Dominance of an ~150-Year Cycle of Sand-Supply Change in Late

Holocene Dune-Building along the Eastern Shore of Lake Michigan

 

Walter L. Loope and Alan F. Arbogast

 

Outcrops of buried soils on lake-plains and glacial headlands along Lake Michigans eastern shore suggest that periodic dune-building has occurred there after relatively long (100 yr) periods of low sand supply. We located, described, and radiocarbon dated 75 such buried soils that crop out in 32 coastal dune fields beside the lake.
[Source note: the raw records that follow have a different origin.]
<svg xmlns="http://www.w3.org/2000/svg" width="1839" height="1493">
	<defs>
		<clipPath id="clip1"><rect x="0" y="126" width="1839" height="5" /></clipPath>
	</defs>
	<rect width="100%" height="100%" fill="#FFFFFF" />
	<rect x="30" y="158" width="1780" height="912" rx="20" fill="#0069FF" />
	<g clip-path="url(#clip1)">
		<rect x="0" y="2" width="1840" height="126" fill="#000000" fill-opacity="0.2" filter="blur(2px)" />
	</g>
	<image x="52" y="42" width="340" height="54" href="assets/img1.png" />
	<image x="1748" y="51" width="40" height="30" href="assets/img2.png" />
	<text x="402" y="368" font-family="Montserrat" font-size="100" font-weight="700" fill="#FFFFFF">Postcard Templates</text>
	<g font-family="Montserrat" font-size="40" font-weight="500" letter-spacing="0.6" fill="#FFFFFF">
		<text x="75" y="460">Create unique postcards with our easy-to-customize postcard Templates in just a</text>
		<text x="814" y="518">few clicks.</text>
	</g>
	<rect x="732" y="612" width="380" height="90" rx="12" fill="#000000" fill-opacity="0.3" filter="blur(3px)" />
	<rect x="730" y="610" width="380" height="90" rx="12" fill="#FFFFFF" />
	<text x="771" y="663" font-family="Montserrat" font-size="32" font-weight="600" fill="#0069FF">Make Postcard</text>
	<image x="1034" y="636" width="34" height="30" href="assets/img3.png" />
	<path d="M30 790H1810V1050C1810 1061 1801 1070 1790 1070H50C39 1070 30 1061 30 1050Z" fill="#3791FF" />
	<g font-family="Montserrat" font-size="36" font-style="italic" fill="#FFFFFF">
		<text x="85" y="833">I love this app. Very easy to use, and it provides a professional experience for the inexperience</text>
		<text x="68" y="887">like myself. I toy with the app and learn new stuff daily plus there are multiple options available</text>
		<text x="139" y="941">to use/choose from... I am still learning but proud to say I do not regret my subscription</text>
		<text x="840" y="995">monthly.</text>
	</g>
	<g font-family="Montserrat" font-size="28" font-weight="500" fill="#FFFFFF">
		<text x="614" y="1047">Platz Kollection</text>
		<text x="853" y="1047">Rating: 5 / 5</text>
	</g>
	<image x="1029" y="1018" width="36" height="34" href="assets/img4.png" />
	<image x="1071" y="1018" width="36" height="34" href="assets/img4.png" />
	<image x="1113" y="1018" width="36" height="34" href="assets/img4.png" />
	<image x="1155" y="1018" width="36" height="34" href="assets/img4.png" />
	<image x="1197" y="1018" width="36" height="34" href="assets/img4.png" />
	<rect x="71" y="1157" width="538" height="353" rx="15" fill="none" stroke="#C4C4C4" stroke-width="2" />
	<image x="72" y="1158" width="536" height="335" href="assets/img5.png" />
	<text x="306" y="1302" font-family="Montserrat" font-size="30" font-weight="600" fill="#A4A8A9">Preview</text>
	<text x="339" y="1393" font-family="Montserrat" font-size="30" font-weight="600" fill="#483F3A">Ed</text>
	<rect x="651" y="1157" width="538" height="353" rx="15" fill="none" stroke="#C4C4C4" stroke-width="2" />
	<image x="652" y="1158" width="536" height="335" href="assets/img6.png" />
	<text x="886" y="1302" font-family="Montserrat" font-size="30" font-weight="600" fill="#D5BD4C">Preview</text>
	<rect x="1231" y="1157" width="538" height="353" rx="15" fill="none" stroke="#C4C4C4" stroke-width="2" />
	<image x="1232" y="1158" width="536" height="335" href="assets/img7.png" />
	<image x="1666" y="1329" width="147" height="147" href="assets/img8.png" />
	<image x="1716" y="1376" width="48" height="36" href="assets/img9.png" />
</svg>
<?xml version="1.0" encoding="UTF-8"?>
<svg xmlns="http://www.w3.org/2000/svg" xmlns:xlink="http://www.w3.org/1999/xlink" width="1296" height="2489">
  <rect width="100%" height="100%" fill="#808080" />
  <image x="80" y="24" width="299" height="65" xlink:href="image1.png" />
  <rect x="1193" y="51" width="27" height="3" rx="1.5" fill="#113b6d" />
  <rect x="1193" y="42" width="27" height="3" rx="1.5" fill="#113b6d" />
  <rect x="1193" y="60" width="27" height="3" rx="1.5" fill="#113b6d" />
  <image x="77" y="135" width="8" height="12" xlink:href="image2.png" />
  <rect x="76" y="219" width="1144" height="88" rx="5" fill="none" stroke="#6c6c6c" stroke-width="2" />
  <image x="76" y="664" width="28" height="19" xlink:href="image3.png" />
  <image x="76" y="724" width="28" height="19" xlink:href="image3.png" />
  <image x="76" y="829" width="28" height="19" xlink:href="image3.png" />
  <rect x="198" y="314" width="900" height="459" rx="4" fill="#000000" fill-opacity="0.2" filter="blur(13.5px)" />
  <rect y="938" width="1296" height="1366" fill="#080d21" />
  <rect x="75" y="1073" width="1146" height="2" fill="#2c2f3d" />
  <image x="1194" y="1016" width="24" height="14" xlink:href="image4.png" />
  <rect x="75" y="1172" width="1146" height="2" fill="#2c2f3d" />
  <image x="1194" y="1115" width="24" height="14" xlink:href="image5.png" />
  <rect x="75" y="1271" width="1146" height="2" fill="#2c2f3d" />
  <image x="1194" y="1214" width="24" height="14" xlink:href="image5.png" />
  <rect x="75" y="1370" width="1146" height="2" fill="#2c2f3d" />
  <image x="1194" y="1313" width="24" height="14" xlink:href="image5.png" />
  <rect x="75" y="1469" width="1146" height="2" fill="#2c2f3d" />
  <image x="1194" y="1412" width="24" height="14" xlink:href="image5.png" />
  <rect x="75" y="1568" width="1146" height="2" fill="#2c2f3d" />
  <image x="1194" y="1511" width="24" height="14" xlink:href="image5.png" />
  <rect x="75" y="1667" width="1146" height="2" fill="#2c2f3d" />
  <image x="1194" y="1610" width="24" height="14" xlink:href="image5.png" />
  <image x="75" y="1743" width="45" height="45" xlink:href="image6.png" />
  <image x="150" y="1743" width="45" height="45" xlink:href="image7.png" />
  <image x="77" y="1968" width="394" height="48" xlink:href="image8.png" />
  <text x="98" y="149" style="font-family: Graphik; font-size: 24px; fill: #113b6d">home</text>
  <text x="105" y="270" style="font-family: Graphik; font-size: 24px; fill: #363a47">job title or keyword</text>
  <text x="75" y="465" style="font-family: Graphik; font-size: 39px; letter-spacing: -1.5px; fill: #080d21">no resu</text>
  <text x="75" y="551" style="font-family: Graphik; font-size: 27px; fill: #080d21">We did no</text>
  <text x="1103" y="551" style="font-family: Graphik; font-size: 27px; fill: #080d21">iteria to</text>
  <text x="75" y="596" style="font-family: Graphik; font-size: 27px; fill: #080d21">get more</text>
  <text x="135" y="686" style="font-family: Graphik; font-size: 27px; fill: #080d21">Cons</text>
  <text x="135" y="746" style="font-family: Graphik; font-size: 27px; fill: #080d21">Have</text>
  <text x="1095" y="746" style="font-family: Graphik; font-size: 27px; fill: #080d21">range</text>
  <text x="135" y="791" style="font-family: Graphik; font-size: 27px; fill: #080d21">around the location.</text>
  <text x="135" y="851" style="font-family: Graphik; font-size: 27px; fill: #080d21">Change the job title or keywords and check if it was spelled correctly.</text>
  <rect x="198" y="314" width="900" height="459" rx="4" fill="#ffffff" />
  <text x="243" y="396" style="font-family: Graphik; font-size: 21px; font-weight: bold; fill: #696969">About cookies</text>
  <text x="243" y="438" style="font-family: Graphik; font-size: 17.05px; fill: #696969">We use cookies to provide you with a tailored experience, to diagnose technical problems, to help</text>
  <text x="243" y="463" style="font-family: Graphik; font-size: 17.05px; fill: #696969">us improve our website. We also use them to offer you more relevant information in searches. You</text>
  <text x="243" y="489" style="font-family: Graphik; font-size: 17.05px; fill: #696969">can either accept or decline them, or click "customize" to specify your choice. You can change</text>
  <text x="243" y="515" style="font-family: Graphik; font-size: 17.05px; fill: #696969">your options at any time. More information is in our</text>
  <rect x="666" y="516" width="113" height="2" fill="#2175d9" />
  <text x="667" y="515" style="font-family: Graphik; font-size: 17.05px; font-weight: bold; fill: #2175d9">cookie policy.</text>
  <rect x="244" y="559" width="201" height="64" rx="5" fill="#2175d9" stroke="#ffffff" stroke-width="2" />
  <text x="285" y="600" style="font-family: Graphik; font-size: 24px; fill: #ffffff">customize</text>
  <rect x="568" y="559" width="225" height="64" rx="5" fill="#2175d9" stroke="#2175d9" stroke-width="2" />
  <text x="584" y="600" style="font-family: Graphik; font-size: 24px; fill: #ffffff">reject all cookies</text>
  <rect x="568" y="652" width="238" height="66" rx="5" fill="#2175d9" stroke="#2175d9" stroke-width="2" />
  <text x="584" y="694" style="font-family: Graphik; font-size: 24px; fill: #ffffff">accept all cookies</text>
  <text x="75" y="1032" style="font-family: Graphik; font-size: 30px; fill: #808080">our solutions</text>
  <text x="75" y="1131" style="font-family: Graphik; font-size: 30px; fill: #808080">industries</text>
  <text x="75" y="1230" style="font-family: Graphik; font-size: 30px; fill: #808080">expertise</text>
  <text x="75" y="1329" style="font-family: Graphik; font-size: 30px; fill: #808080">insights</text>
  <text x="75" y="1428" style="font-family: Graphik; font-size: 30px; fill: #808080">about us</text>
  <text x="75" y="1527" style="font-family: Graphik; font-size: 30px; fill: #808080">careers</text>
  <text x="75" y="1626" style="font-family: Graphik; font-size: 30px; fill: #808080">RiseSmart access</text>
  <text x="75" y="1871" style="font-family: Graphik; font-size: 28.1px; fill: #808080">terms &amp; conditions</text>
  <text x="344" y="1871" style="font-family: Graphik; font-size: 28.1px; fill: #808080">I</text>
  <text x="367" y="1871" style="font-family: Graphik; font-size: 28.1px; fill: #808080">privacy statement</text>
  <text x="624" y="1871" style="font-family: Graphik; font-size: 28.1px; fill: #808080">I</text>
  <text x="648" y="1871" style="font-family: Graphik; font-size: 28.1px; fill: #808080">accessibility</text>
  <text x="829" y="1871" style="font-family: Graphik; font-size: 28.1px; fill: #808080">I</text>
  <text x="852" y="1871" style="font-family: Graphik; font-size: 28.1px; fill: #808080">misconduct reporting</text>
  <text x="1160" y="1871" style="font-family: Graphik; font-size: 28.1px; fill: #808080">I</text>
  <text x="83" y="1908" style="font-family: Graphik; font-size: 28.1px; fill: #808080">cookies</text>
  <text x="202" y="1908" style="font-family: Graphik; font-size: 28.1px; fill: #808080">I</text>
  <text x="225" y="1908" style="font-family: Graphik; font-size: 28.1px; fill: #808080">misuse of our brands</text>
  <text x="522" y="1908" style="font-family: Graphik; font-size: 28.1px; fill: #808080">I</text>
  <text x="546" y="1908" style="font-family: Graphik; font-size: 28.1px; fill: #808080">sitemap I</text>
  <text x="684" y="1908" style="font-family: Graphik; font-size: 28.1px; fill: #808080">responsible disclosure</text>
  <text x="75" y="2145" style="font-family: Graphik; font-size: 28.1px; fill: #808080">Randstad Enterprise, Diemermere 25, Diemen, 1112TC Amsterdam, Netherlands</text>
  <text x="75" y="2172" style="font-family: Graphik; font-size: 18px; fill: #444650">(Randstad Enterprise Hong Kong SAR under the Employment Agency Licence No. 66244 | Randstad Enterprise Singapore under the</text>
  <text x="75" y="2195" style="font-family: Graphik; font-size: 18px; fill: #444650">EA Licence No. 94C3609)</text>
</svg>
We assume that peaks in probability distributions of calibrated 14C ages obtained from wood, charcoal, and other organic matter from buried A horizons approximate the time of soil burial by dunes. Plotted against a late Holocene lake-level curve for Lake Michigan, these peaks are closely associated with many ~150-yr lake highstands previously inferred from beach ridge studies. Intervening periods of lower lake levels and relative sand starvation apparently permitted forestation and soil development at the sites we studied. While late Holocene lake-level change led to development and preservation of prominent foredunes along the southern and southwestern shores of Lake Michigan, the modern dune landscape of the eastern shore is dominated by perched dunes formed during ~150-yr lake highstands over the past 1500 yr.